Activity –
In the response, each entry below should appear again exactly as given.

Stored data:
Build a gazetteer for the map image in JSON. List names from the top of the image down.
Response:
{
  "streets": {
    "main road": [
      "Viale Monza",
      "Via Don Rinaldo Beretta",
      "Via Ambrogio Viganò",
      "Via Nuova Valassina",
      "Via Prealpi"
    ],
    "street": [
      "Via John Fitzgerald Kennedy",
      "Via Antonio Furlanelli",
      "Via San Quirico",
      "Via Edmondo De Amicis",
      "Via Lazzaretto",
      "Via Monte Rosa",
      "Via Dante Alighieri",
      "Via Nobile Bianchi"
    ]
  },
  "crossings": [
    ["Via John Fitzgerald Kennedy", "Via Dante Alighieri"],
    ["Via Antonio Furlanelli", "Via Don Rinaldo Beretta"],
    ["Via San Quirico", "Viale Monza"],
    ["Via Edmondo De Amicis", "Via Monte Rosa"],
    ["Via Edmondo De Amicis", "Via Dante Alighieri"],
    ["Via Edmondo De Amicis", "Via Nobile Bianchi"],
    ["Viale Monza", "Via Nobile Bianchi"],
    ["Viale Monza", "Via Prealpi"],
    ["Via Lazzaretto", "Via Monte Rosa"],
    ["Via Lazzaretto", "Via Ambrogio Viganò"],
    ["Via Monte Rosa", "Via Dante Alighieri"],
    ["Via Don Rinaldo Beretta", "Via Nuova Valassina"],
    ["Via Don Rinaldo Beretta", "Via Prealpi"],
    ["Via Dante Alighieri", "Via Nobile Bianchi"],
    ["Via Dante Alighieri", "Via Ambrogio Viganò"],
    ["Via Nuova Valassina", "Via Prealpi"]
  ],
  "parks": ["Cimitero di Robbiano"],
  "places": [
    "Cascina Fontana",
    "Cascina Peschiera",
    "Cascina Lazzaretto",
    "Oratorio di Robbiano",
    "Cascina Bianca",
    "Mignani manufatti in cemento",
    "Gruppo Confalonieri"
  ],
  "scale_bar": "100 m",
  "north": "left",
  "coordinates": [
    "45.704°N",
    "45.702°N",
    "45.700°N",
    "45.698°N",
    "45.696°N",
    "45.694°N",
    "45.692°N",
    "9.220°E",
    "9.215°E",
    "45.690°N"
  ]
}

Written solution –
Build a gazetteer for the map image in JSON. List names from the top of the image down.
Response:
{
  "streets": {
    "main road": [
      "Viale Monza",
      "Via Don Rinaldo Beretta",
      "Via Ambrogio Viganò",
      "Via Nuova Valassina",
      "Via Prealpi"
    ],
    "street": [
      "Via John Fitzgerald Kennedy",
      "Via Antonio Furlanelli",
      "Via San Quirico",
      "Via Edmondo De Amicis",
      "Via Lazzaretto",
      "Via Monte Rosa",
      "Via Dante Alighieri",
      "Via Nobile Bianchi"
    ]
  },
  "crossings": [
    ["Via John Fitzgerald Kennedy", "Via Dante Alighieri"],
    ["Via Antonio Furlanelli", "Via Don Rinaldo Beretta"],
    ["Via San Quirico", "Viale Monza"],
    ["Via Edmondo De Amicis", "Via Monte Rosa"],
    ["Via Edmondo De Amicis", "Via Dante Alighieri"],
    ["Via Edmondo De Amicis", "Via Nobile Bianchi"],
    ["Viale Monza", "Via Nobile Bianchi"],
    ["Viale Monza", "Via Prealpi"],
    ["Via Lazzaretto", "Via Monte Rosa"],
    ["Via Lazzaretto", "Via Ambrogio Viganò"],
    ["Via Monte Rosa", "Via Dante Alighieri"],
    ["Via Don Rinaldo Beretta", "Via Nuova Valassina"],
    ["Via Don Rinaldo Beretta", "Via Prealpi"],
    ["Via Dante Alighieri", "Via Nobile Bianchi"],
    ["Via Dante Alighieri", "Via Ambrogio Viganò"],
    ["Via Nuova Valassina", "Via Prealpi"]
  ],
  "parks": ["Cimitero di Robbiano"],
  "places": [
    "Cascina Fontana",
    "Cascina Peschiera",
    "Cascina Lazzaretto",
    "Oratorio di Robbiano",
    "Cascina Bianca",
    "Mignani manufatti in cemento",
    "Gruppo Confalonieri"
  ],
  "scale_bar": "100 m",
  "north": "left",
  "coordinates": [
    "45.704°N",
    "45.702°N",
    "45.700°N",
    "45.698°N",
    "45.696°N",
    "45.694°N",
    "45.692°N",
    "9.220°E",
    "9.215°E",
    "45.690°N"
  ]
}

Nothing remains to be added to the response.